• **Assignment**
Return every line in the entries below where the word "roads" shows up.
*** Data for review Section Begins ***
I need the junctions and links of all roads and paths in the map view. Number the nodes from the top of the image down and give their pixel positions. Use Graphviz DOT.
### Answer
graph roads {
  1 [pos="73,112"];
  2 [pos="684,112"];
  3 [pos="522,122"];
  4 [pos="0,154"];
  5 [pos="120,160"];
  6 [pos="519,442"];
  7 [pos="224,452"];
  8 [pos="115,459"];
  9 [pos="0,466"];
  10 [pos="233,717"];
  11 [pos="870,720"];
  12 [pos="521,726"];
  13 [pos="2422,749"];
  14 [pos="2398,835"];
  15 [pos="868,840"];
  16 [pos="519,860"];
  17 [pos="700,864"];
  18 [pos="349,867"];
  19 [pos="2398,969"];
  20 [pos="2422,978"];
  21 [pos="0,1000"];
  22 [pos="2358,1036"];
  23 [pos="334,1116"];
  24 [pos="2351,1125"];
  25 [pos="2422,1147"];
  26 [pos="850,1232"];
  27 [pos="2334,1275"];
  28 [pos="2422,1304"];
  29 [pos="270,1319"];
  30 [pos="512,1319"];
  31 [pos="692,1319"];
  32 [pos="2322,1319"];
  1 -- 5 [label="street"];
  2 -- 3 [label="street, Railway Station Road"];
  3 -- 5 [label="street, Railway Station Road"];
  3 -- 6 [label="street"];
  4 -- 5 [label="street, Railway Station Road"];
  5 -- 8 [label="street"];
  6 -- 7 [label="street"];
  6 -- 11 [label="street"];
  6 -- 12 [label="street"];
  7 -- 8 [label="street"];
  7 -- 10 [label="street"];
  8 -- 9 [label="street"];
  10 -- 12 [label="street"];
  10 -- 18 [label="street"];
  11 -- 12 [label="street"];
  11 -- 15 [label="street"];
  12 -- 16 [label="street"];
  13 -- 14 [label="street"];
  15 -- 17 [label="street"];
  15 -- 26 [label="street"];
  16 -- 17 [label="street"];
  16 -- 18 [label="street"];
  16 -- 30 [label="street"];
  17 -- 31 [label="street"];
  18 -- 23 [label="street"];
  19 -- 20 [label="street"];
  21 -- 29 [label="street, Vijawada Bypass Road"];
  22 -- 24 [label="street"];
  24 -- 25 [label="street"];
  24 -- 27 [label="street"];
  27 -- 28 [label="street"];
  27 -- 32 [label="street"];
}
*** Data for review Section Ends ***
• **Exercise response**
I need the junctions and links of all roads and paths in the map view. Number the nodes from the top of the image down and give their pixel positions. Use Graphviz DOT.
graph roads {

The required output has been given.